The online religious information, as per the guidelines, refers to the religious teachings, knowledge, culture and religious activities promoted through internet sites, apps, instant messaging tools, live webcasts or any other social media platforms in the form of texts, pictures, audio and video messages etc.
Under these guidelines, no other organization or individual, other than the licensed ones, can preach or forward or repost or link ‘religious information’ on the internet, or conduct online religious education training, or live stream or record on the internet any religious activities such as worshipping of Buddha, burning incense, ordination, chanting, mass worship and baptism.
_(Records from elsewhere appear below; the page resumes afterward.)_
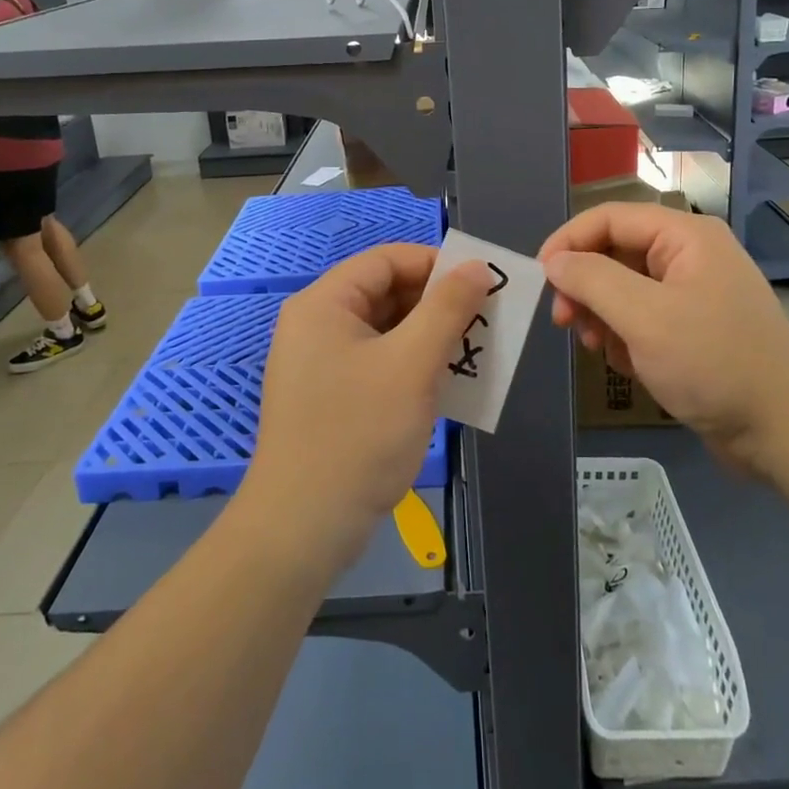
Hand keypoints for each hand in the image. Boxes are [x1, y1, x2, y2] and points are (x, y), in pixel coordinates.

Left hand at [244, 244, 490, 571]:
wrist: (303, 528)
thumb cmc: (358, 434)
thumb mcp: (412, 364)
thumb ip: (447, 309)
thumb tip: (475, 266)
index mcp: (324, 304)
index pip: (386, 260)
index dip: (435, 263)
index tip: (480, 282)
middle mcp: (317, 325)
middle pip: (385, 293)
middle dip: (436, 303)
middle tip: (485, 320)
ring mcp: (321, 364)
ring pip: (386, 331)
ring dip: (429, 337)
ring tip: (473, 352)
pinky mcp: (330, 397)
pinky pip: (378, 363)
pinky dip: (412, 366)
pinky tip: (446, 385)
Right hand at [539, 204, 788, 476]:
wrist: (784, 430)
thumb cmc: (713, 363)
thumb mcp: (644, 317)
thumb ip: (592, 280)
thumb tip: (554, 260)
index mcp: (684, 237)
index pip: (609, 218)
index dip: (568, 241)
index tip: (539, 278)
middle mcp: (688, 255)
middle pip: (614, 252)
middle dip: (585, 285)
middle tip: (564, 321)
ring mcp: (692, 293)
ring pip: (623, 288)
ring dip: (601, 315)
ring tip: (596, 348)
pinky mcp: (692, 328)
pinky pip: (641, 317)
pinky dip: (624, 336)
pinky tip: (626, 363)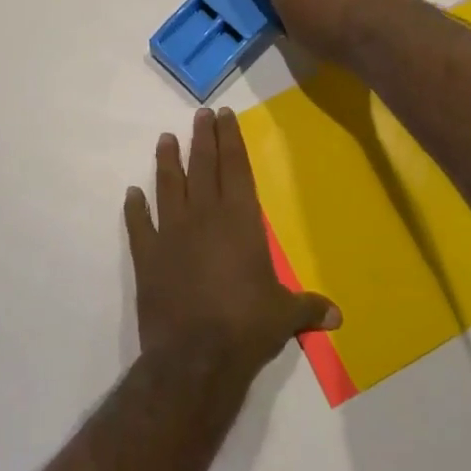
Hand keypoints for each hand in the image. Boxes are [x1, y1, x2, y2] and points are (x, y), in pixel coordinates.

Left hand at [124, 108, 339, 374]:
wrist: (194, 357)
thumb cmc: (246, 327)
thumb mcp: (284, 315)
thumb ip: (308, 307)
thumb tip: (339, 315)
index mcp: (240, 220)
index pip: (235, 167)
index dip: (230, 139)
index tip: (224, 115)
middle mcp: (204, 216)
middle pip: (202, 166)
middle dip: (203, 138)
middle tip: (200, 114)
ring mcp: (171, 233)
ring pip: (168, 186)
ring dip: (167, 162)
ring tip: (165, 139)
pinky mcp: (147, 257)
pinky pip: (138, 225)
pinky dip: (134, 209)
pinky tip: (131, 194)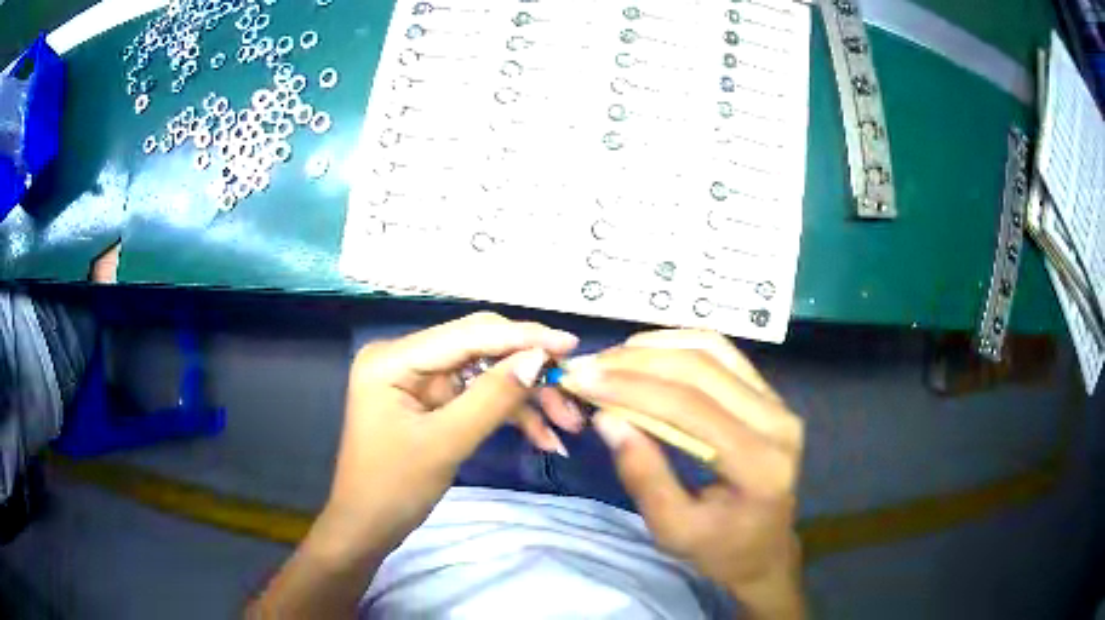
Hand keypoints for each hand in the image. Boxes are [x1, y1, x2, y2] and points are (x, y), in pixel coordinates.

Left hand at [323, 312, 578, 555]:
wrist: (367, 528)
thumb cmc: (393, 488)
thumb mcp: (445, 443)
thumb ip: (492, 398)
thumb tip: (538, 359)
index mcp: (394, 358)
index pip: (467, 334)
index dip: (521, 337)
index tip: (569, 344)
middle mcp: (406, 358)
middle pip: (480, 351)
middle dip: (528, 373)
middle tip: (572, 394)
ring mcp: (419, 380)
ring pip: (486, 376)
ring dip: (526, 399)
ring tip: (568, 425)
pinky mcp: (431, 402)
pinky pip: (477, 398)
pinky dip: (509, 415)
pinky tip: (543, 437)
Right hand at [560, 330, 804, 617]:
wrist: (764, 549)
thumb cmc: (719, 548)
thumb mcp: (673, 529)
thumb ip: (643, 475)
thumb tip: (606, 419)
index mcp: (759, 463)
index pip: (690, 407)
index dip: (632, 389)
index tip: (582, 381)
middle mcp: (777, 421)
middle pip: (702, 370)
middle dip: (637, 363)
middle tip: (589, 367)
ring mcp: (778, 403)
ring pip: (713, 350)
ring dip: (657, 347)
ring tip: (612, 359)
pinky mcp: (771, 395)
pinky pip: (724, 354)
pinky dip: (681, 346)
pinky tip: (647, 354)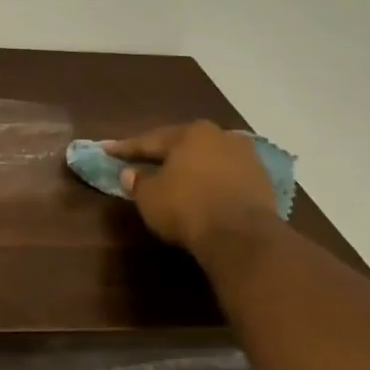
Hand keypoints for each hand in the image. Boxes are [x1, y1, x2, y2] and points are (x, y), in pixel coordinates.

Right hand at [103, 121, 277, 256]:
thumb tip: (130, 173)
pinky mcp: (262, 181)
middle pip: (183, 145)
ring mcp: (246, 158)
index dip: (125, 148)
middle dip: (162, 154)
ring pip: (207, 159)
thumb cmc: (186, 207)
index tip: (107, 149)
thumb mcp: (149, 196)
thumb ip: (137, 181)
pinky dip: (210, 182)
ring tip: (173, 177)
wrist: (241, 236)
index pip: (150, 140)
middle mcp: (221, 136)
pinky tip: (200, 191)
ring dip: (190, 167)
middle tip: (142, 160)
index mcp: (190, 133)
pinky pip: (226, 176)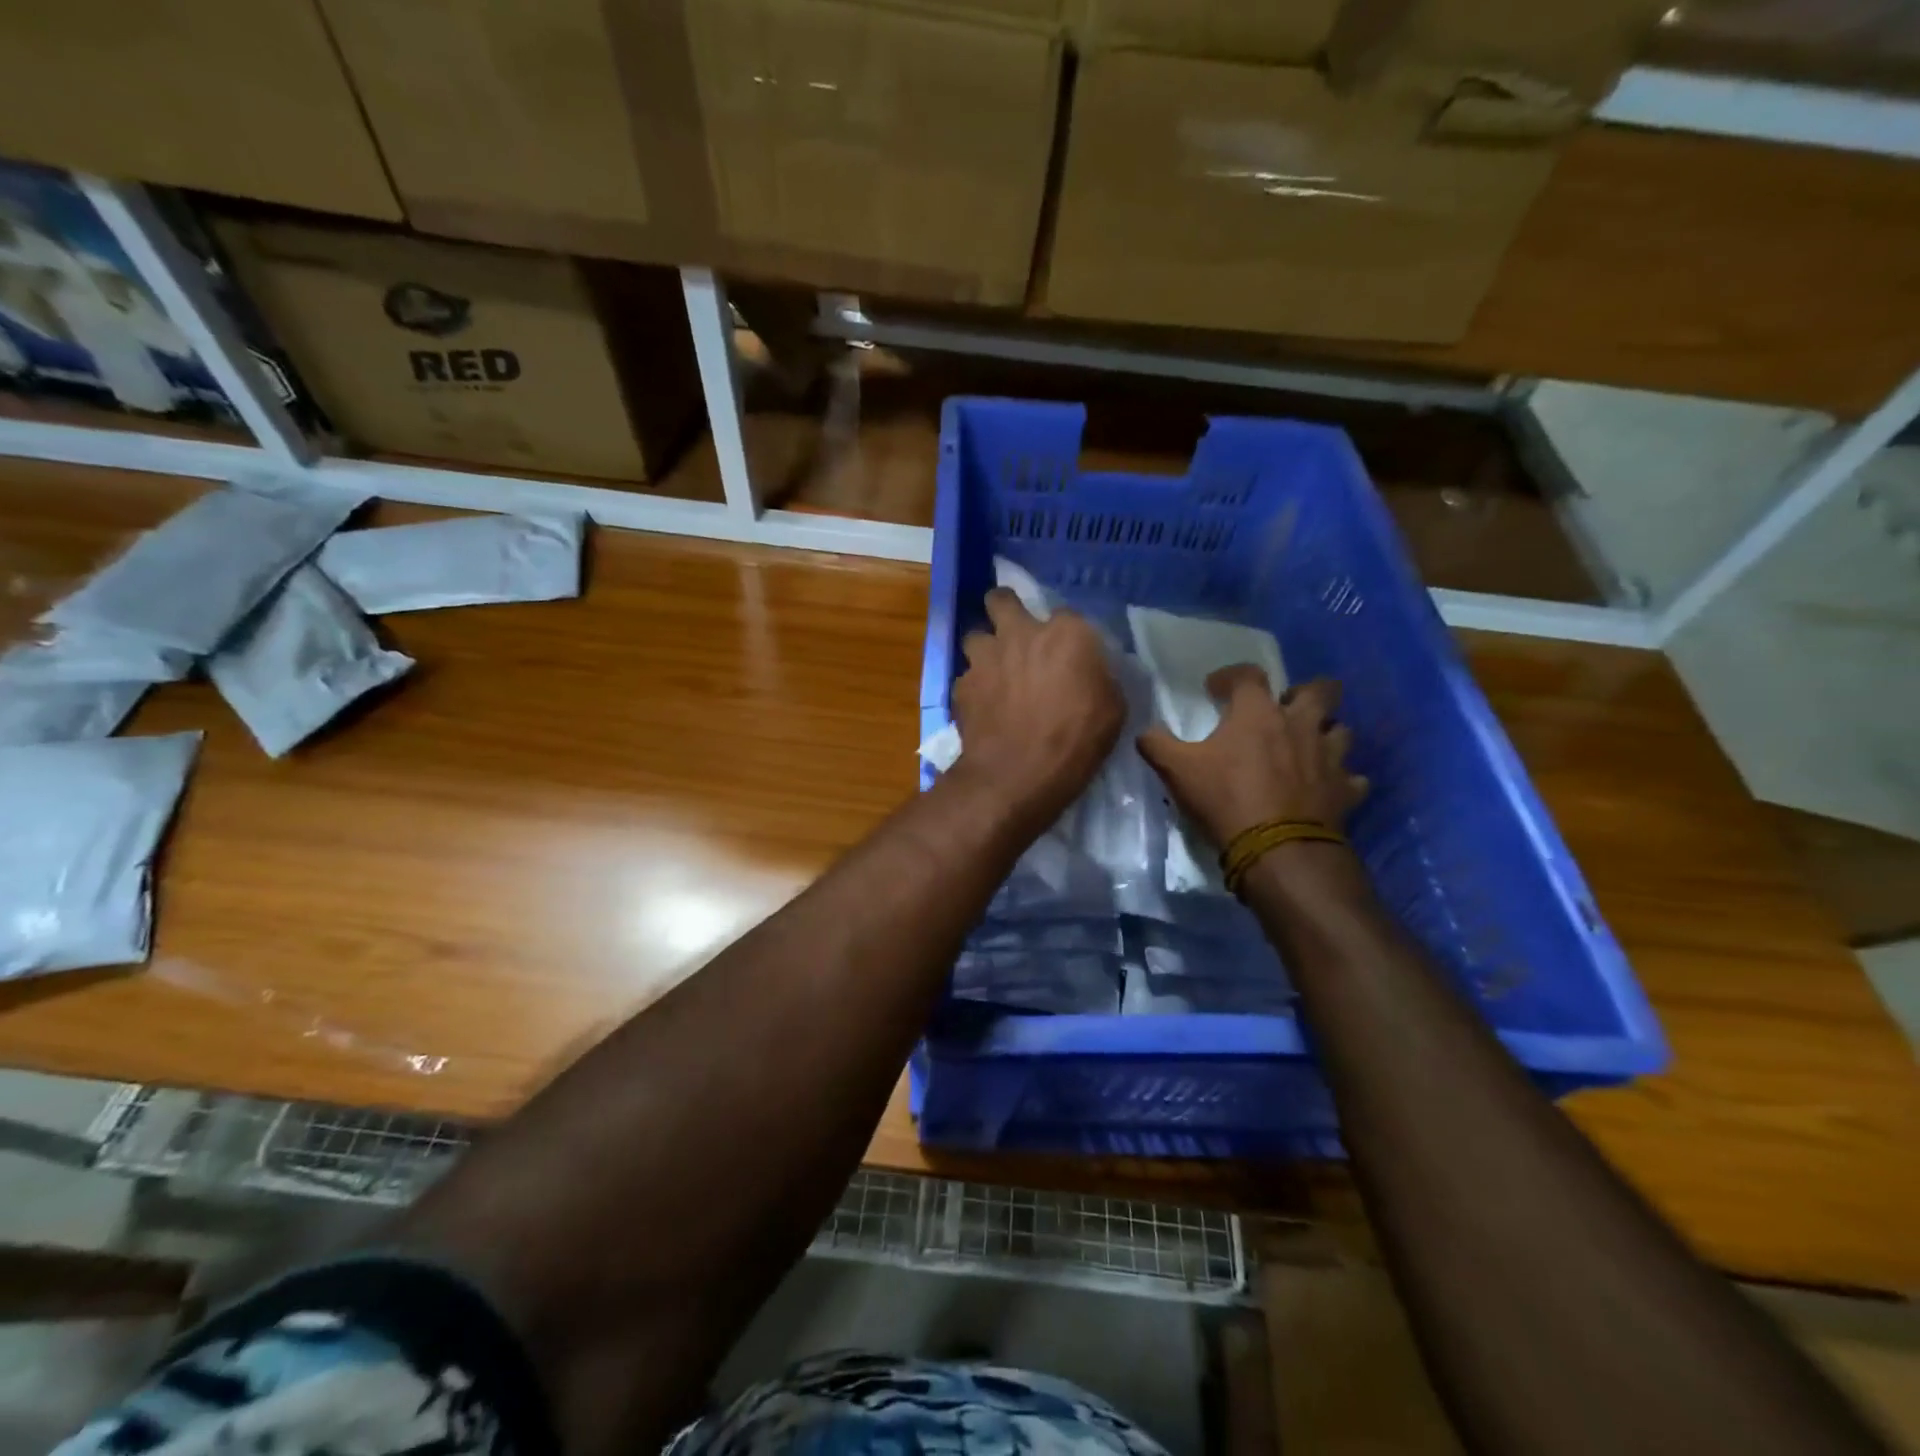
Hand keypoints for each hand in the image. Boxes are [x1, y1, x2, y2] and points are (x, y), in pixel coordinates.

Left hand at [949, 589, 1123, 825]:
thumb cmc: (1077, 741)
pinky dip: (974, 688)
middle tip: (1014, 633)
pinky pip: (966, 677)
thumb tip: (1090, 673)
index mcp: (1066, 633)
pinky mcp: (961, 685)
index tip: (1068, 653)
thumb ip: (1098, 677)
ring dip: (985, 650)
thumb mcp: (1112, 708)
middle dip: (1005, 610)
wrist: (1018, 774)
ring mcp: (985, 657)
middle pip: (1001, 600)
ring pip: (975, 636)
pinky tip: (983, 708)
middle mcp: (1020, 632)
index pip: (1066, 615)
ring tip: (994, 672)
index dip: (1066, 634)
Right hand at [1138, 669, 1367, 848]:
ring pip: (1341, 730)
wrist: (1277, 850)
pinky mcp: (1345, 790)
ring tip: (1307, 746)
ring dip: (1326, 734)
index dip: (1230, 676)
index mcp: (1258, 713)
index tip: (1216, 689)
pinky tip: (1327, 787)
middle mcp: (1300, 724)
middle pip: (1320, 689)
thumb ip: (1157, 744)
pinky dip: (1341, 780)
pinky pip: (1352, 778)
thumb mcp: (1176, 770)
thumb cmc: (1225, 799)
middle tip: (1284, 709)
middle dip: (1305, 692)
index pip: (1248, 674)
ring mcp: (1329, 757)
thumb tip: (1146, 731)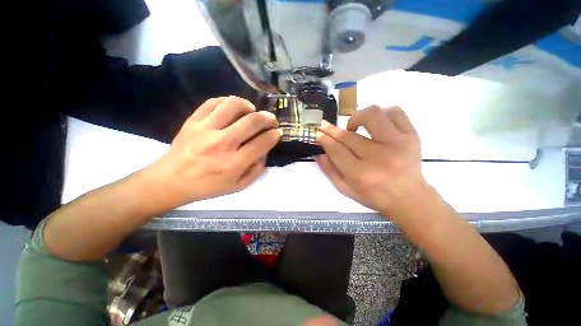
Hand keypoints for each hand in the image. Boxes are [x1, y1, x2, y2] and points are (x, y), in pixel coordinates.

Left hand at [147, 96, 280, 208]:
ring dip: (248, 105)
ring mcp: (206, 129)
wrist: (170, 180)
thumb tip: (264, 153)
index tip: (277, 132)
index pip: (262, 143)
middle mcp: (222, 143)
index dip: (274, 135)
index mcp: (234, 163)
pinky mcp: (193, 121)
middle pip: (252, 121)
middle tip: (271, 120)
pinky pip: (213, 102)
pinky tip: (232, 109)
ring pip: (233, 105)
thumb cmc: (207, 186)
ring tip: (252, 111)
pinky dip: (227, 101)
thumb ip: (256, 171)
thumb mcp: (237, 186)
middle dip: (268, 118)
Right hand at [316, 105, 428, 219]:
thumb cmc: (375, 196)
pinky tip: (375, 124)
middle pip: (348, 135)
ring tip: (353, 127)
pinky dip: (382, 113)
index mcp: (361, 174)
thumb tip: (319, 154)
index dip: (324, 140)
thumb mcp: (346, 190)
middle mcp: (378, 157)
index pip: (336, 150)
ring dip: (356, 118)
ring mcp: (398, 143)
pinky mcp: (412, 135)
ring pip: (372, 115)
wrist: (410, 198)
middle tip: (325, 127)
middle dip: (331, 130)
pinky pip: (395, 112)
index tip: (319, 134)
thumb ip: (330, 172)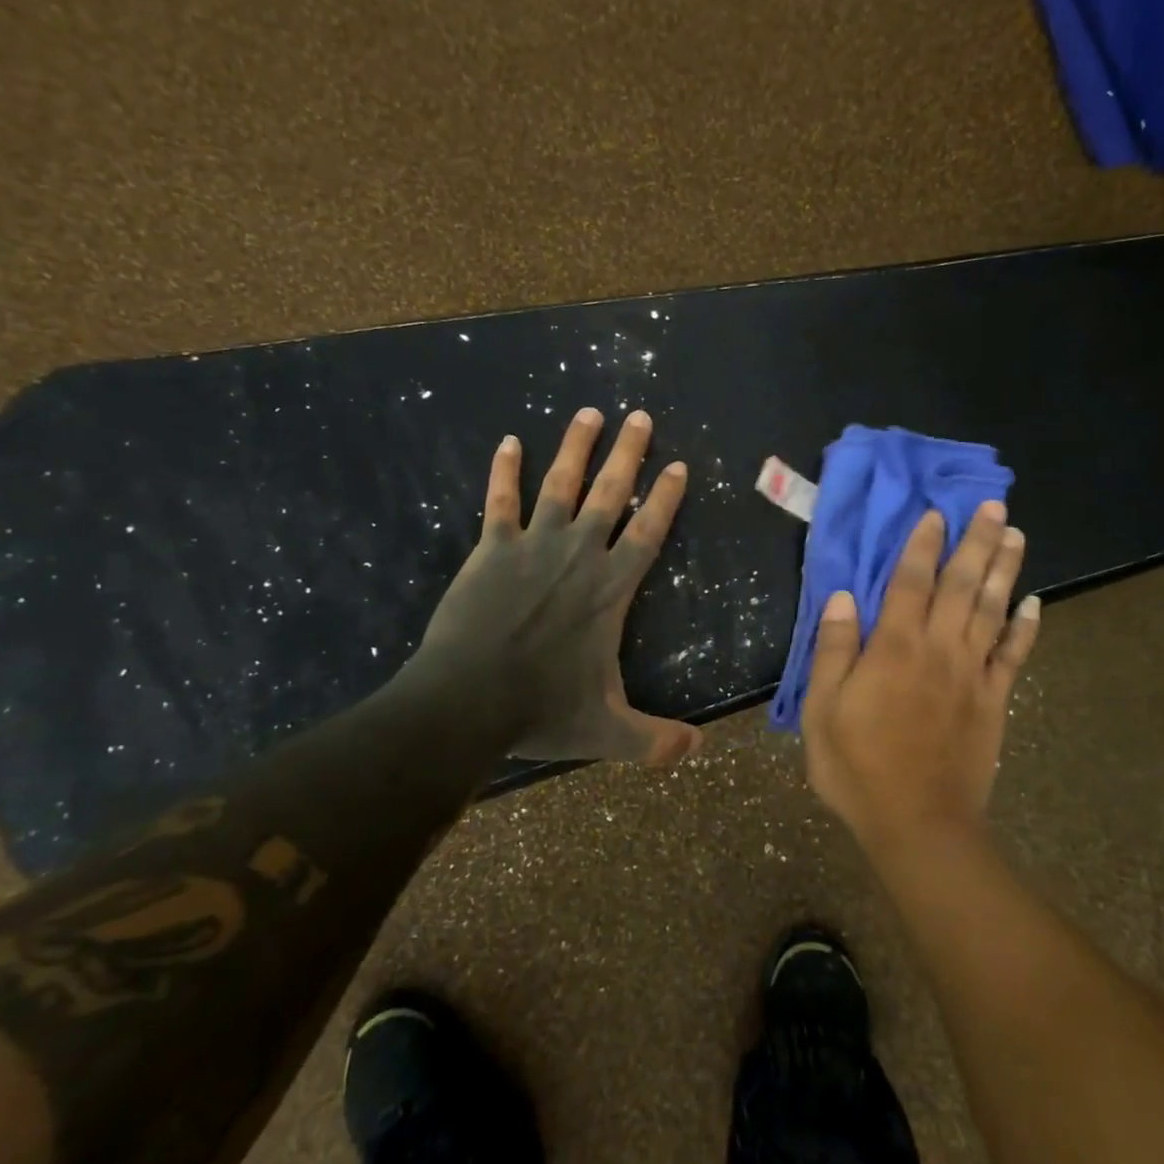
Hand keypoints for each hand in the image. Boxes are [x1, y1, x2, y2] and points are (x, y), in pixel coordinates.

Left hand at [407, 407, 702, 764]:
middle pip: (610, 493)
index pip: (648, 533)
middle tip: (640, 416)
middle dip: (628, 453)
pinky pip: (500, 502)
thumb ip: (655, 741)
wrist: (465, 702)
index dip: (666, 498)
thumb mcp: (608, 732)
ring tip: (588, 412)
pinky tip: (508, 442)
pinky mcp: (491, 550)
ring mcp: (532, 547)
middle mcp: (578, 556)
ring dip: (576, 447)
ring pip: (560, 484)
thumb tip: (698, 751)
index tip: (679, 466)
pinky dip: (504, 471)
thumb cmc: (540, 711)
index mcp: (610, 590)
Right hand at [801, 504, 1040, 856]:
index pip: (910, 583)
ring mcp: (972, 675)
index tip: (935, 513)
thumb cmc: (858, 767)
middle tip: (993, 505)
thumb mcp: (823, 711)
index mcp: (894, 648)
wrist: (918, 824)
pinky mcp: (994, 701)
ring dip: (1005, 570)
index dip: (922, 545)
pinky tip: (1035, 602)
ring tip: (1016, 535)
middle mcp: (938, 649)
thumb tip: (843, 597)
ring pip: (992, 610)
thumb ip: (833, 651)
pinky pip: (1014, 656)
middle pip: (961, 585)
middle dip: (976, 542)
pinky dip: (1026, 627)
The guidelines further restrict the activities of the licensed organizations prohibiting them from engaging in any criticism of national and religious policies and regulations. Further, the guidelines prohibit the organizations and individuals from raising any funds online in the name of religion. The draft guidelines published on the chinalaw.gov.cn, China’s legislative information website, has invited for comments until October 9, 2018.
These guidelines are part of China’s hard campaign and increasingly aggressive stance against religious freedom within PRC. The guidelines come in the backdrop of international criticism against China for the detention of nearly 1 million Uighurs in “re-education camps”. China has also repeatedly cracked down on Christian churches with Beijing recently shutting down one of the largest house church in the country.
China’s oppressive religious policies against Tibetan Buddhists is widely known and criticized. China has taken over the administration of more than 1700 monasteries since 2011 through Democratic Management Committee (DMCs) and also controls and regulates “reincarnation of living Buddhas” through “Order No. 5” and other similar laws. China has also carried out the large-scale demolition of Buddhist monasteries including the Larung Gar monastery, demolition of which started in 2016.
Recently the European Parliament’s Intergroup on Freedom of Religion or Belief and Religious Tolerance (FoRB & RT) ranked China amongst the worst violators of Freedom of Religion amongst the 122 countries assessed by the Intergroup (see our earlier news report here).